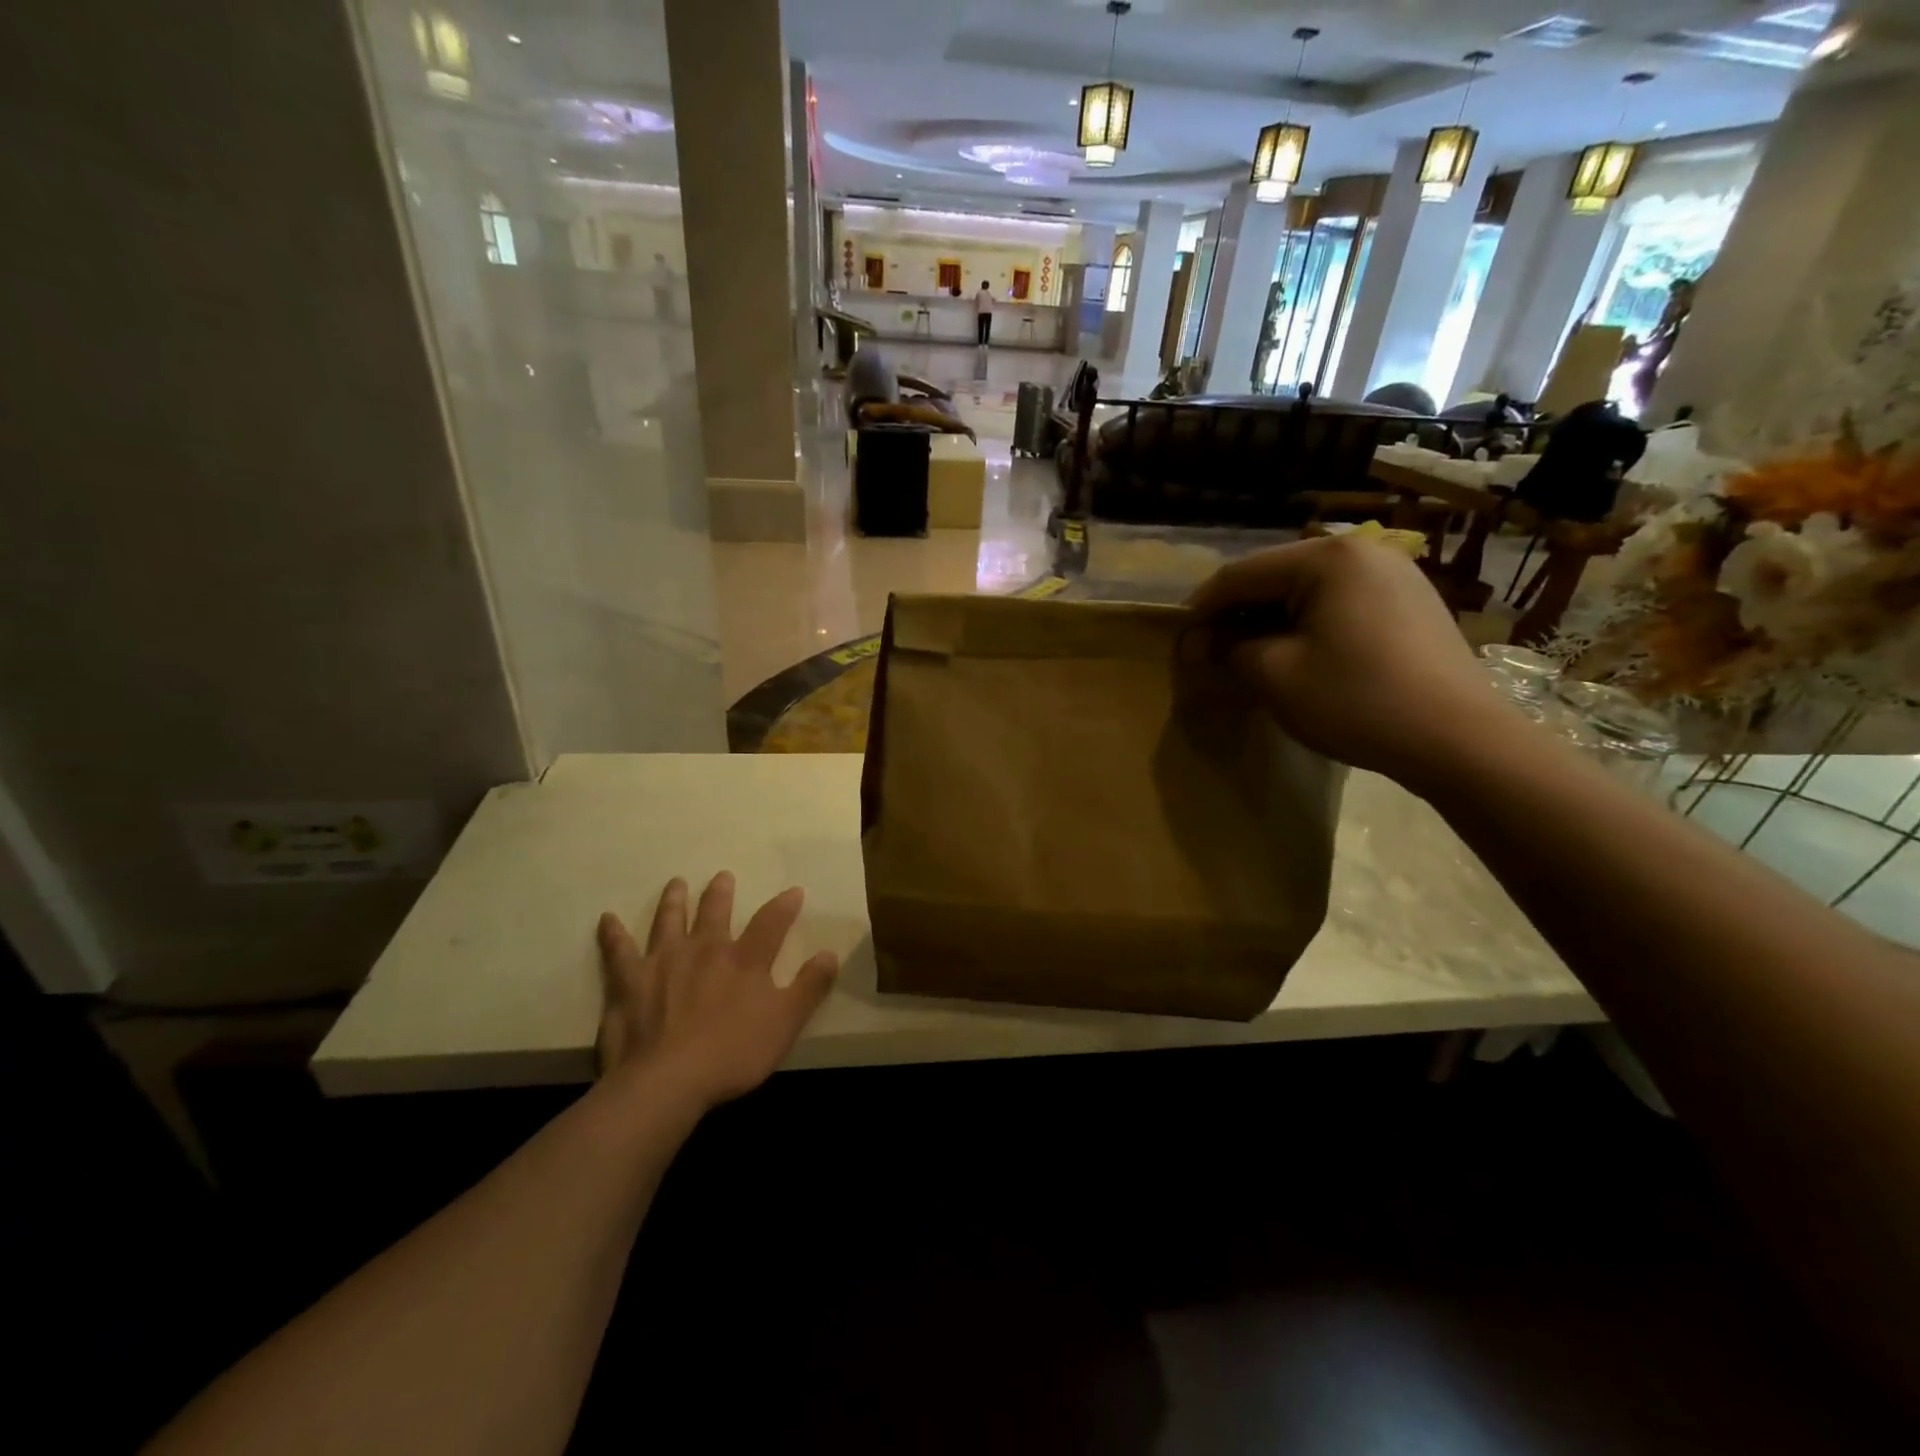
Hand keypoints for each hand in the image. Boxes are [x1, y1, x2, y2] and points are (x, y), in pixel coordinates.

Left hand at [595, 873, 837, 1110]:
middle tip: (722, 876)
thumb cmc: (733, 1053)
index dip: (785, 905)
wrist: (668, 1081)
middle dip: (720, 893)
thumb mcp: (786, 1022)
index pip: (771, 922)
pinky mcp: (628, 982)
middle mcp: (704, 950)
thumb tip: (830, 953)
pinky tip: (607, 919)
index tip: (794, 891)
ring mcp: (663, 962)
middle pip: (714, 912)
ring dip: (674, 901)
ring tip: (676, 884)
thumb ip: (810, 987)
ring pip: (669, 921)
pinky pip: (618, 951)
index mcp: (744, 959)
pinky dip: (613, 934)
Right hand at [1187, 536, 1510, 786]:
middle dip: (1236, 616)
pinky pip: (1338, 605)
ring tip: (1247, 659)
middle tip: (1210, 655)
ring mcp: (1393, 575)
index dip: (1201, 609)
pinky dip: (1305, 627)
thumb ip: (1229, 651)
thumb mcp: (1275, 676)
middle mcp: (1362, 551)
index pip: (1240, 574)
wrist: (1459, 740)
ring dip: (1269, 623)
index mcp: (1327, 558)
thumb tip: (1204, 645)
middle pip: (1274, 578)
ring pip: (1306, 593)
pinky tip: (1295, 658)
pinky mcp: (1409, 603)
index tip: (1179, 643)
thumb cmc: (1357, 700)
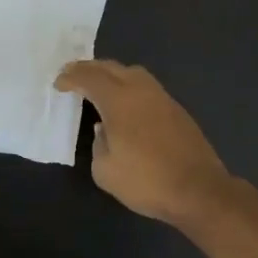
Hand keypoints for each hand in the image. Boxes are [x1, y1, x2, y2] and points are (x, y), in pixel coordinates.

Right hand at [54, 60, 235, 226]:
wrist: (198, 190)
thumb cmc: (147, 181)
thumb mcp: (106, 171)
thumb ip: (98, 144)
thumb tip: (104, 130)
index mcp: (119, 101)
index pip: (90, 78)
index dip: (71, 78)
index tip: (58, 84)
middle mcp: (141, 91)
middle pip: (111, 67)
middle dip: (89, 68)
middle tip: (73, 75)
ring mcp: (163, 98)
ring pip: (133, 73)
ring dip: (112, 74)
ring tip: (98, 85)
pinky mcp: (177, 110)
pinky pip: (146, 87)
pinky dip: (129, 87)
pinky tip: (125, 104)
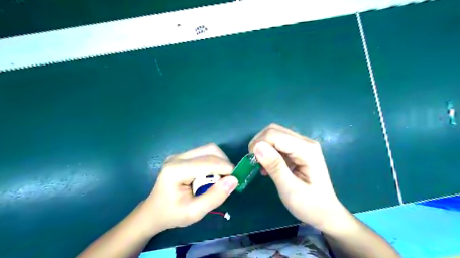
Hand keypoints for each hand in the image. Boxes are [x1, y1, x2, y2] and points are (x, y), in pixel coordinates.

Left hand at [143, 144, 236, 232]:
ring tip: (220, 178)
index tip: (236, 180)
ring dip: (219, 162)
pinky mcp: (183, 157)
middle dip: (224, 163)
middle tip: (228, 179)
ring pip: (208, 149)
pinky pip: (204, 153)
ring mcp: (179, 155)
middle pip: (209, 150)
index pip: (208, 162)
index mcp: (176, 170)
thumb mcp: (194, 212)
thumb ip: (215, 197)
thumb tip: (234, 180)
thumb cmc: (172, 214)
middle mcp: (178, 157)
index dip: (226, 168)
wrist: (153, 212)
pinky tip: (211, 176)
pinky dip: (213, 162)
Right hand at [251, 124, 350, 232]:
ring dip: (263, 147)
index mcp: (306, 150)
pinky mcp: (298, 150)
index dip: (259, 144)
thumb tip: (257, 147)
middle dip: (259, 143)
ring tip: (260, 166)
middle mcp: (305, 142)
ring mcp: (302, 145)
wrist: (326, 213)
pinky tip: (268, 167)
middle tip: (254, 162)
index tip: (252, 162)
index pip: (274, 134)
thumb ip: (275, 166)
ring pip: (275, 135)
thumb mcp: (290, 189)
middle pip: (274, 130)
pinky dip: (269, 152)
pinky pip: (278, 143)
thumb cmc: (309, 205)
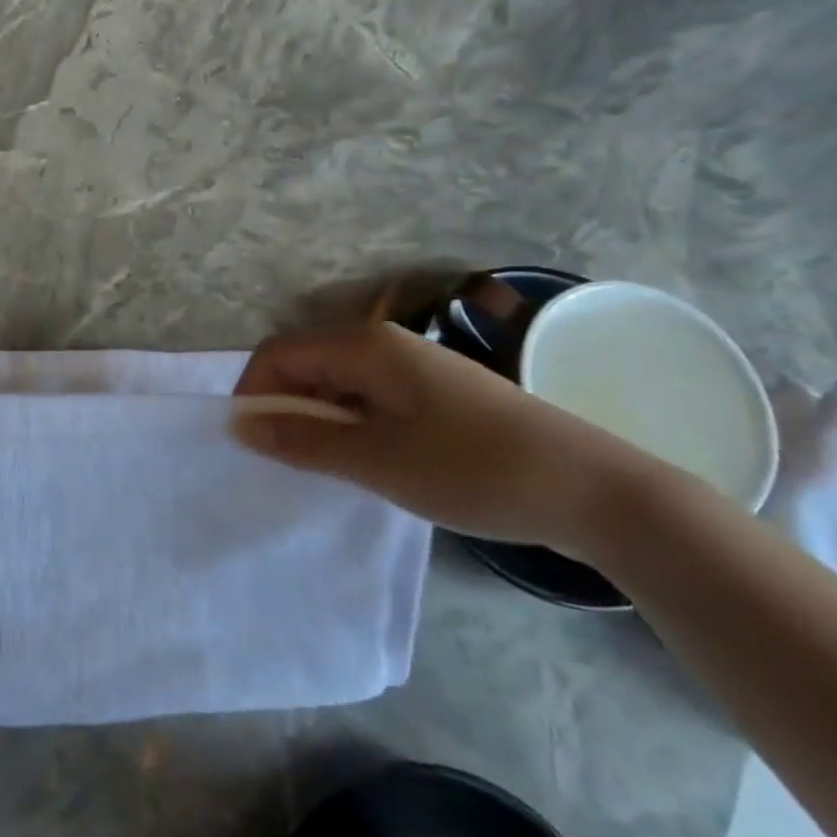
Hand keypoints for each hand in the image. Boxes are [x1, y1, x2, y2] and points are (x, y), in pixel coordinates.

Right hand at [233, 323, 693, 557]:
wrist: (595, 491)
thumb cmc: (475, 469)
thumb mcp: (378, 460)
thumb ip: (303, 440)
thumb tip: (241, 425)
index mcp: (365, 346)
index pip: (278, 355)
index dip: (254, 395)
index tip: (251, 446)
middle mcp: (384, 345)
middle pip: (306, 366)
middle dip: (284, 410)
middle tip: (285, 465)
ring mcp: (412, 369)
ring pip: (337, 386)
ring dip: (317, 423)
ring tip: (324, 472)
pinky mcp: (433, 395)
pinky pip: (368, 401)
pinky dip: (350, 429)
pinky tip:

========================

_REQUIRED WORK_.
Return every line of the data above exactly, and omit all pictures.

_OUTPUT FOR THIS TASK_.
Hand keypoints for each hand in the image. Boxes are [x1, y1, x2, y2] and points are (x, y), in pixel coordinates.

Left hand at [595, 873, 837, 1110]:
middle tip: (722, 876)
thumb cmc: (733, 1053)
index dip: (785, 905)
wrist: (668, 1081)
middle dip: (720, 893)
thumb mcp: (786, 1022)
index pip: (771, 922)
pinky mcp: (628, 982)
middle mcp: (704, 950)
thumb tip: (830, 953)
pinky tip: (607, 919)
index tip: (794, 891)
ring mcp: (663, 962)
middle pip: (714, 912)
ring dip: (674, 901)
ring tip: (676, 884)
thumb ip: (810, 987)
ring pip: (669, 921)
pinky pip: (618, 951)
index mcp: (744, 959)
pinky dip: (613, 934)
Right hand at [1187, 536, 1510, 786]:
middle dip: (1236, 616)
pinky pip: (1338, 605)
ring tip: (1247, 659)
middle tip: (1210, 655)
ring mcp: (1393, 575)
index dip: (1201, 609)
pinky dip: (1305, 627)
thumb ip: (1229, 651)
thumb mcp: (1275, 676)
middle mcp: (1362, 551)
index pip: (1240, 574)
wrist: (1459, 740)
ring dip: (1269, 623)
index mcp: (1327, 558)
thumb tip: (1204, 645)
middle pip: (1274, 578)
ring pip: (1306, 593)
pinky tip: (1295, 658)
pinky mcp: (1409, 603)
index tip: (1179, 643)
thumb cmc: (1357, 700)
Hand keypoints for each hand in the image. Boxes are [x1, y1, x2, y2] and points are (x, y), in pixel coordinates.

Right hand at [54, 60, 235, 226]:
wrist: (198, 190)
thumb cmc: (147, 181)
thumb mcp: (106, 171)
thumb ip: (98, 144)
thumb tip: (104, 130)
index mcp: (119, 101)
index pip: (90, 78)
index dip: (71, 78)
index tip: (58, 84)
middle mcp: (141, 91)
middle pip: (111, 67)
middle dip: (89, 68)
middle tip: (73, 75)
ring mcp: (163, 98)
ring pip: (133, 73)
ring dip: (112, 74)
ring tip: (98, 85)
pinky mcp: (177, 110)
pinky pip: (146, 87)
pinky dip: (129, 87)
pinky tip: (125, 104)
Hand keypoints for each hand in the image. Boxes are [x1, y1, x2, y2] and points are (x, y), in pixel coordinates.

Left hand at [143, 144, 236, 232]:
ring tip: (220, 178)
index tip: (236, 180)
ring dip: (219, 162)
pinky mcp: (183, 157)
middle dip: (224, 163)
middle tip: (228, 179)
ring pip: (208, 149)
pinky pip: (204, 153)
ring mcp: (179, 155)
middle pip: (209, 150)
index pip: (208, 162)
index mcp: (176, 170)
thumb mcp: (194, 212)
thumb ip: (215, 197)
thumb tip: (234, 180)
thumb cmc: (172, 214)
middle mcp: (178, 157)
index dip: (226, 168)
wrist: (153, 212)
pinky tip: (211, 176)
pinky dip: (213, 162)
Right hand at [251, 124, 350, 232]:
ring dip: (263, 147)
index mcp: (306, 150)
pinky mcp: (298, 150)
index dip: (259, 144)
thumb tip: (257, 147)
middle dip: (259, 143)
ring tip: (260, 166)
middle mcp: (305, 142)
ring mcp: (302, 145)
wrist: (326, 213)
pinky tip: (268, 167)
middle tip: (254, 162)
index tip: (252, 162)
index pip: (274, 134)
thumb ip: (275, 166)
ring pip: (275, 135)
thumb mcp: (290, 189)
middle pip: (274, 130)
pinky dip: (269, 152)
pinky pip: (278, 143)
thumb cmc: (309, 205)
Hand keypoints for each hand in the image. Boxes are [x1, y1, x2, y2] and points are (x, y), in pixel coordinates.

Right hand at [233, 323, 693, 557]:
wrist: (595, 491)
thumb cmc: (475, 469)
thumb mcp: (378, 460)
thumb ip: (303, 440)
thumb tip: (241, 425)
index mcp: (365, 346)
index pip: (278, 355)
index dip: (254, 395)
index tip: (251, 446)
middle mcp: (384, 345)
middle pip: (306, 366)
middle dip: (284, 410)
middle tip: (285, 465)
ring mcp: (412, 369)
ring pip: (337, 386)
ring dip: (317, 423)
ring tip: (324, 472)
pinky mcp: (433, 395)
pinky pip: (368, 401)
pinky dip: (350, 429)
pinky tip:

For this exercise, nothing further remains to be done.